Rich and I spent one of our more frustrating 48 hours of our lives to this point, trying to arrange extended care for his 84 year old mother.
Over more than a decade, Rich's mother has been in slowly declining health. A series of strokes and then a car accident have left her with what has been diagnosed as vascular dementia and further in the care of Rich's father, now age 82.
This has never worked terrifically well. Rich's mom has always been the more dominant partner in the marriage and felt frustrated at the lengthening list of things she became unable to do. But they managed, with Rich gradually coming to help them manage their financial affairs to get out of debt and make the most of their small incomes from a pension and social security.
Starting last year, however, things have become steadily worse.
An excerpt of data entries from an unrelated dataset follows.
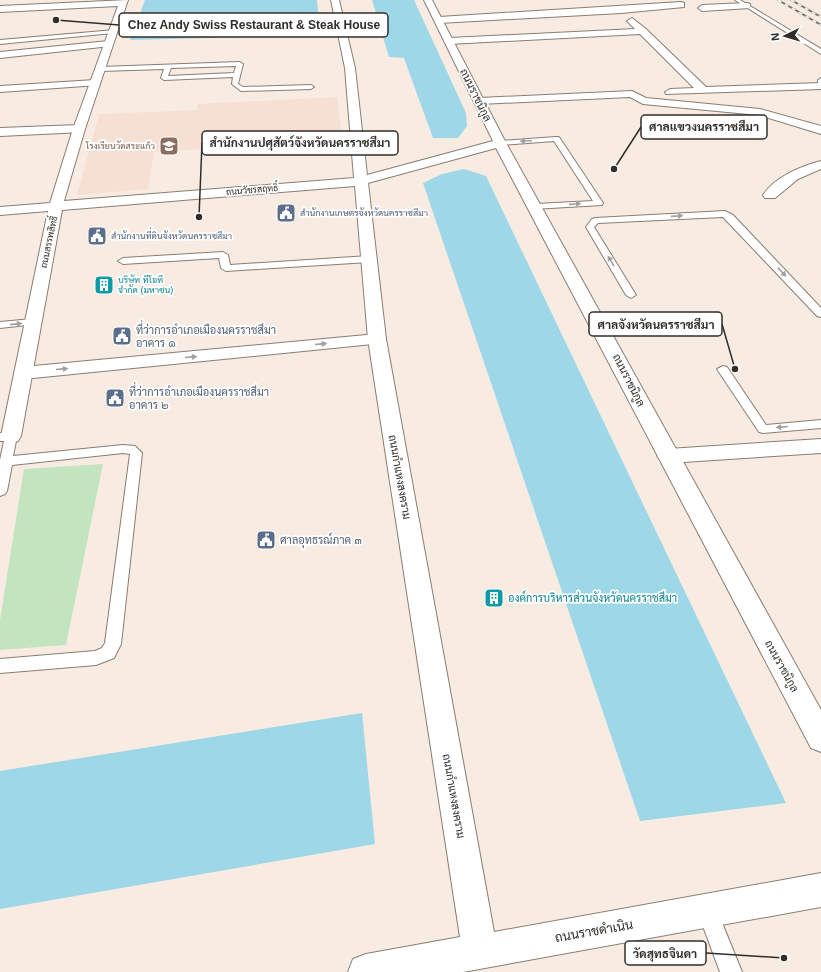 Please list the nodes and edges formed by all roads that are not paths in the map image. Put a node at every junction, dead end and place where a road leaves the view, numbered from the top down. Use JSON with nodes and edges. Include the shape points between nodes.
{"nodes":[{"id":1,"x":335,"y":0,"type":"edge"},
{"id":2,"x":428,"y":0,"type":"edge"},
{"id":3,"x":737,"y":0,"type":"edge"},
{"id":4,"x":123,"y":1,"type":"edge"},
{"id":5,"x":682,"y":5,"type":"dead end"},
{"id":6,"x":747,"y":6,"type":"junction"},
{"id":7,"x":702,"y":8,"type":"dead end"},
{"id":8,"x":0,"y":9,"type":"edge"},
{"id":9,"x":621,"y":10,"type":"junction"},
{"id":10,"x":439,"y":20,"type":"junction"},
{"id":11,"x":642,"y":31,"type":"junction"},
{"id":12,"x":110,"y":38,"type":"junction"},
{"id":13,"x":450,"y":41,"type":"junction"},
{"id":14,"x":0,"y":42,"type":"edge"},
{"id":15,"x":34,"y":43,"type":"dead end"},
{"id":16,"x":821,"y":52,"type":"edge"},
{"id":17,"x":0,"y":55,"type":"edge"},
{"id":18,"x":168,"y":67,"type":"junction"},
{"id":19,"x":100,"y":68,"type":"junction"},
{"id":20,"x":237,"y":75,"type":"junction"},
{"id":21,"x":821,"y":80,"type":"edge"},
{"id":22,"x":95,"y":83,"type":"junction"},
{"id":23,"x":821,"y":85,"type":"edge"},
{"id":24,"x":311,"y":87,"type":"dead end"},
{"id":25,"x":0,"y":89,"type":"edge"},
{"id":26,"x":704,"y":91,"type":"junction"},
{"id":27,"x":632,"y":94,"type":"junction"},
{"id":28,"x":480,"y":101,"type":"junction"},
{"id":29,"x":79,"y":129,"type":"junction"},
{"id":30,"x":821,"y":130,"type":"edge"},
{"id":31,"x":0,"y":132,"type":"edge"},
{"id":32,"x":500,"y":143,"type":"junction"},
{"id":33,"x":821,"y":165,"type":"edge"},
{"id":34,"x":361,"y":181,"type":"junction"},
{"id":35,"x":770,"y":195,"type":"dead end"},
{"id":36,"x":56,"y":206,"type":"junction"},
{"id":37,"x":536,"y":207,"type":"junction"},
{"id":38,"x":0,"y":211,"type":"edge"},
{"id":39,"x":369,"y":259,"type":"junction"},
{"id":40,"x":123,"y":261,"type":"dead end"},
{"id":41,"x":631,"y":295,"type":"dead end"},
{"id":42,"x":821,"y":314,"type":"edge"},
{"id":43,"x":32,"y":322,"type":"junction"},
{"id":44,"x":0,"y":325,"type":"edge"},
{"id":45,"x":377,"y":339,"type":"junction"},
{"id":46,"x":723,"y":370,"type":"dead end"},
{"id":47,"x":23,"y":373,"type":"junction"},
{"id":48,"x":821,"y":424,"type":"edge"},
{"id":49,"x":5,"y":437,"type":"edge"},
{"id":50,"x":821,"y":446,"type":"edge"},
{"id":51,"x":668,"y":456,"type":"junction"},
{"id":52,"x":6,"y":461,"type":"junction"},
{"id":53,"x":0,"y":491,"type":"edge"},
{"id":54,"x":0,"y":666,"type":"edge"},
{"id":55,"x":821,"y":738,"type":"edge"},
{"id":56,"x":821,"y":890,"type":"edge"},
{"id":57,"x":707,"y":910,"type":"junction"},
{"id":58,"x":482,"y":962,"type":"edge"},
{"id":59,"x":366,"y":972,"type":"edge"},
{"id":60,"x":731,"y":972,"type":"edge"}],
"edges":[{"from":1,"to":34,"type":"street","name":"ถนนกำแหงสงคราม","via":[[350,68]]},
{"from":2,"to":10,"type":"street","name":"ถนนราชนิกูล"},
{"from":3,"to":6,"type":"lane"},
{"from":4,"to":8,"type":"street"},
{"from":4,"to":12,"type":"street","name":"ถนนสรรพสิทธิ์"},
{"from":5,"to":9,"type":"street"},
{"from":6,"to":7,"type":"street"},
{"from":6,"to":16,"type":"lane"},
{"from":9,"to":10,"type":"street"},
{"from":9,"to":11,"type":"street"},
{"from":10,"to":13,"type":"street","name":"ถนนราชนิกูล"},
{"from":11,"to":13,"type":"street"},
{"from":11,"to":26,"type":"street"},
{"from":12,"to":14,"type":"lane"},
{"from":12,"to":15,"type":"lane"},
{"from":12,"to":17,"type":"street"},
{"from":12,"to":19,"type":"street","name":"ถนนสรรพสิทธิ์"},
{"from":13,"to":28,"type":"street","name":"ถนนราชนิกูล"},
{"from":18,"to":19,"type":"lane"},
{"from":18,"to":20,"type":"lane","via":[[240,64]]},
{"from":18,"to":20,"type":"lane","via":[[164,78]]},
{"from":19,"to":22,"type":"street","name":"ถนนสรรพสิทธิ์"},
{"from":20,"to":24,"type":"lane","via":[[235,84],[241,89]]},
{"from":21,"to":23,"type":"lane"},
{"from":22,"to":25,"type":"street"},
{"from":22,"to":29,"type":"street","name":"ถนนสรรพสิทธิ์"},
{"from":23,"to":26,"type":"street"},
{"from":26,"to":27,"type":"street"},
{"from":27,"to":28,"type":"street"},
{"from":27,"to":30,"type":"street","via":[[643,101],[760,112]]},
{"from":28,"to":32,"type":"street","name":"ถนนราชนิกูล"},
{"from":29,"to":31,"type":"street"},
{"from":29,"to":36,"type":"street","name":"ถนนสรรพสิทธิ์"},
{"from":32,"to":34,"type":"street","name":"ถนนวัชรสฤทธิ์"},
{"from":32,"to":37,"type":"street","name":"ถนนราชนิกูล"},
{"from":37,"to":32,"type":"lane","one_way":true,"via":[[599,203],[556,139]]},
{"from":33,"to":35,"type":"street","via":[[783,182]]},
{"from":34,"to":36,"type":"street","name":"ถนนวัชรสฤทธิ์"},
{"from":34,"to":39,"type":"street","name":"ถนนกำแหงสงคราม"},
{"from":36,"to":38,"type":"street","name":"ถนนวัชรสฤทธิ์"},
{"from":36,"to":43,"type":"street","name":"ถนนสรรพสิทธิ์"},
{"from":37,"to":51,"type":"street","name":"ถนนราชนิกูล"},
{"from":39,"to":40,"type":"lane","via":[[226,268],[223,255]]},
{"from":39,"to":45,"type":"street","name":"ถนนกำแหงสงคราม"},
{"from":41,"to":42,"type":"lane","one_way":true,"via":[[590,227],[592,223],[725,214]]},
{"from":44,"to":43,"type":"lane","one_way":true},
{"from":43,"to":47,"type":"street","name":"ถนนสรรพสิทธิ์"},
{"from":47,"to":45,"type":"street","one_way":true},
{"from":45,"to":58,"type":"street","name":"ถนนกำแหงสงคราม"},
{"from":48,"to":46,"type":"lane","one_way":true,"via":[[763,429]]},
{"from":47,"to":49,"type":"street","name":"ถนนสรรพสิทธิ์"},
{"from":49,"to":52,"type":"lane","name":"ถนนสรรพสิทธิ์"},
{"from":50,"to":51,"type":"street"},
{"from":51,"to":55,"type":"street","name":"ถนนราชนิกูล"},
{"from":52,"to":53,"type":"lane","name":"ถนนสรรพสิทธิ์"},
{"from":52,"to":54,"type":"lane","via":[[123,448],[136,453],[113,644],[108,653],[96,658]]},
{"from":56,"to":57,"type":"street","name":"ถนนราชดำเนิน"},
{"from":57,"to":58,"type":"street","name":"ถนนราชดำเนิน"},
{"from":57,"to":60,"type":"lane"},
{"from":58,"to":59,"type":"street","name":"ถนนราชดำเนิน"}]}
Rich's father, the caregiver in the marriage, has been showing steady signs of increasing dementia while his mom began to need more consistent care - more regular nutrition and hydration, for example, and a more complicated drug regime. There began to be incidents where neither Rich nor his sister were told that a key drug was running low in time to order more - and his mom began to have to be taken more often to the emergency room for treatment of what were preventable problems.
Rich, his sister and I began to investigate options for extended care for both his parents - and the problems began. In a perverse example of government inefficiency, Medicare would pay for Rich's parents to enter a nursing home - which they generally don't yet need - but will not pay for them to have someone provide them care in the home. There are a couple of pilot programs that Medicare is running now, the Program For All Inclusive Care For The Elderly for example, but these are not widely available.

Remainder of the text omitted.